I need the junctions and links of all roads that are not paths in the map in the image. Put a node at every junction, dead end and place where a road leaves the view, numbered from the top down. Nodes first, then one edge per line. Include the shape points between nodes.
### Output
* * *
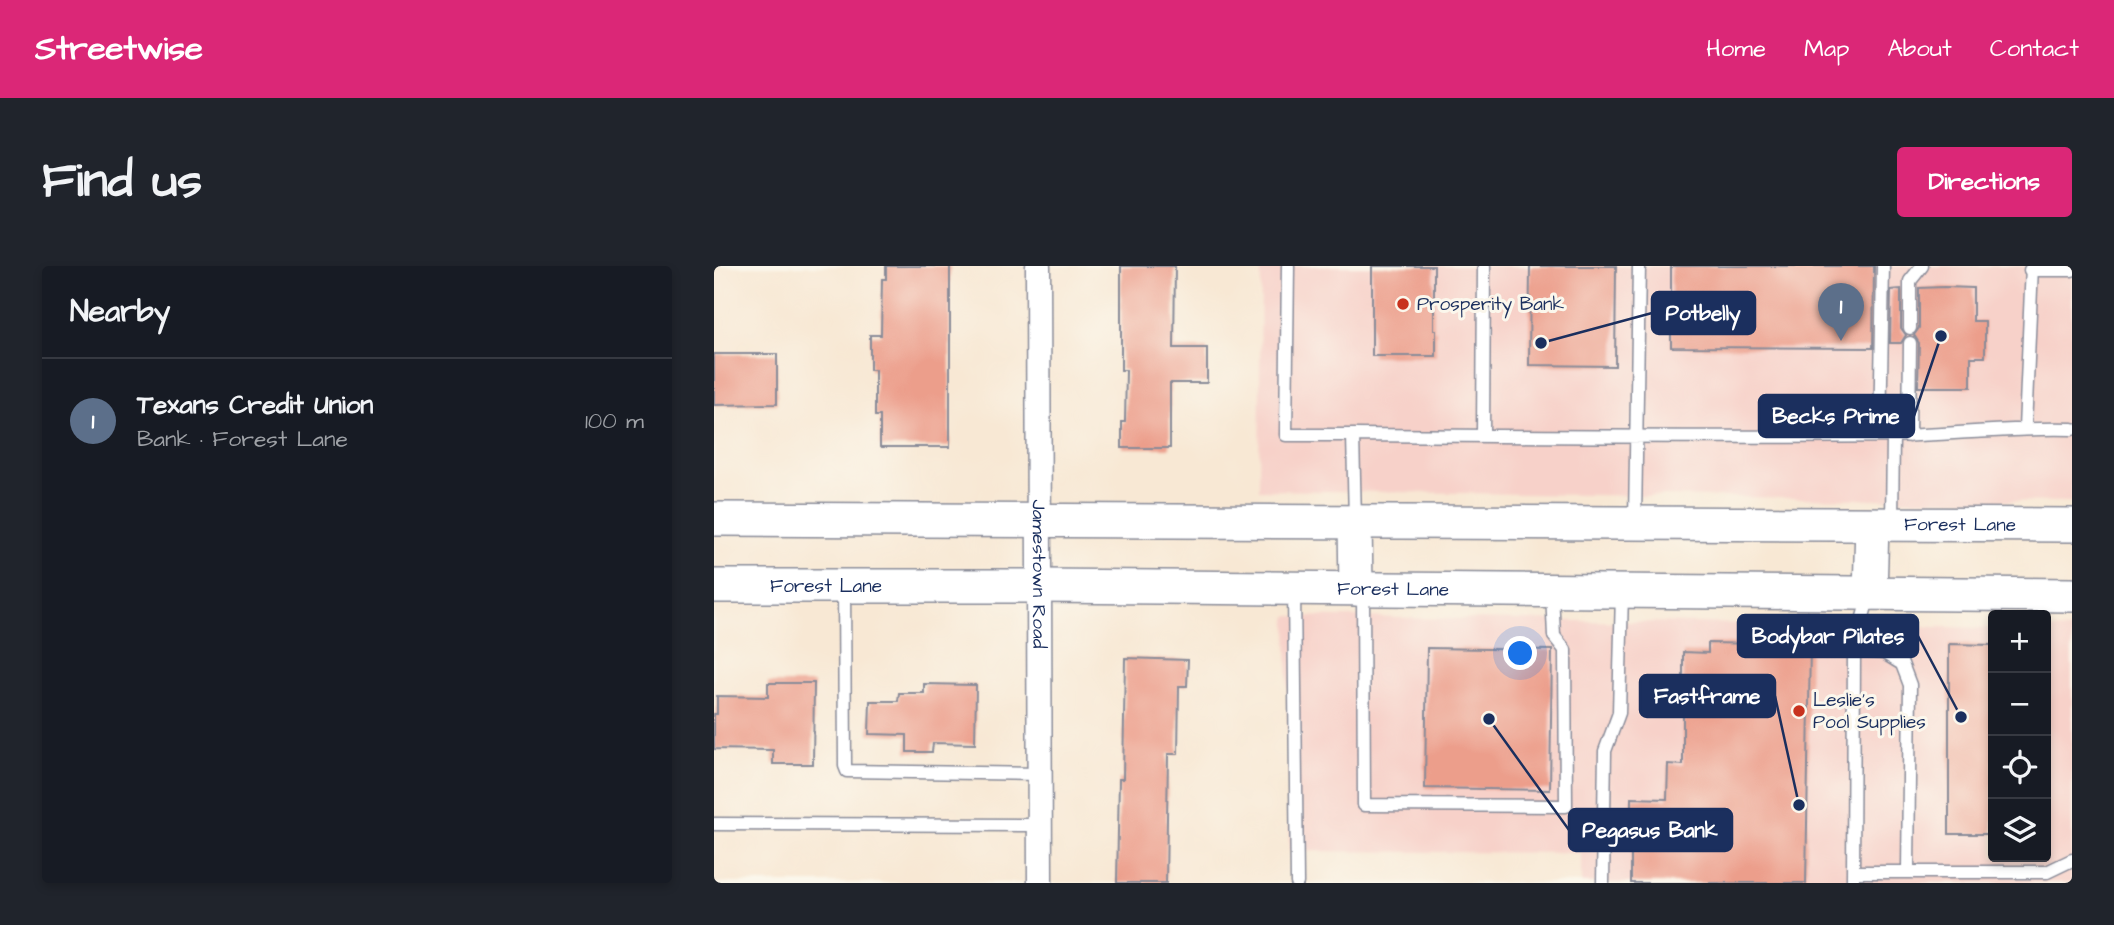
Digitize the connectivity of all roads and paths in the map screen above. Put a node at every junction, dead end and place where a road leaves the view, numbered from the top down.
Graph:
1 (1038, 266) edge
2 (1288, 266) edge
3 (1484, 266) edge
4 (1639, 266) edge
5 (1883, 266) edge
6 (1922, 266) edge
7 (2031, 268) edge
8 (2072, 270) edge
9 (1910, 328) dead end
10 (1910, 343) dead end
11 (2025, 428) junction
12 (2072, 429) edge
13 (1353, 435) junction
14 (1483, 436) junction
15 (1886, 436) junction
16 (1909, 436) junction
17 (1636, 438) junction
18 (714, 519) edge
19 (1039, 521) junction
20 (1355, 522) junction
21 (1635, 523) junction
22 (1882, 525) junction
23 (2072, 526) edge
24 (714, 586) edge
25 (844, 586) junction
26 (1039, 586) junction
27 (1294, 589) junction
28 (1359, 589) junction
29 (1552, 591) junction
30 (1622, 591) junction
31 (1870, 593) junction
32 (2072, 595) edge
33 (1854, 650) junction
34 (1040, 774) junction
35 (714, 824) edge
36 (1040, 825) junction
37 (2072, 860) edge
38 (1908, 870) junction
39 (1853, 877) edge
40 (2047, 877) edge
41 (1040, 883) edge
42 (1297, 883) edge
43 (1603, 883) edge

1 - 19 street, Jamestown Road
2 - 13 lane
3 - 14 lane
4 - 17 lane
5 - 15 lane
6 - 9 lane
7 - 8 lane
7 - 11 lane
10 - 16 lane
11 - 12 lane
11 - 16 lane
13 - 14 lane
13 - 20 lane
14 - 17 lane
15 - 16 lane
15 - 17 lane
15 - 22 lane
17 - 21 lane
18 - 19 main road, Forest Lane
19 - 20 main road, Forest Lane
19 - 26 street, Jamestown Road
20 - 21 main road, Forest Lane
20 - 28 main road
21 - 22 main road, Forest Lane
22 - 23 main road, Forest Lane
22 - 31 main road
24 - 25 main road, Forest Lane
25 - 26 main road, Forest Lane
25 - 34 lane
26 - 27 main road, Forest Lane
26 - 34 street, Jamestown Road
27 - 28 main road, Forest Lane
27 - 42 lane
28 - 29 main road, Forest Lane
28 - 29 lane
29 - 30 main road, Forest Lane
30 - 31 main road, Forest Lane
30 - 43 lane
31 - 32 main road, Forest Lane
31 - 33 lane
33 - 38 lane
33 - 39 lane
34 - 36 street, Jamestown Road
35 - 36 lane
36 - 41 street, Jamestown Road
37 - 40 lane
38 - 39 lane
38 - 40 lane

> Problem to solve: For each line of the listing that holds the word "place", show that line.

> Finished exercise:
I need the junctions and links of all roads that are not paths in the map in the image. Put a node at every junction, dead end and place where a road leaves the view, numbered from the top down. Nodes first, then one edge per line. Include the shape points between nodes.
Digitize the connectivity of all roads and paths in the map screen above. Put a node at every junction, dead end and place where a road leaves the view, numbered from the top down.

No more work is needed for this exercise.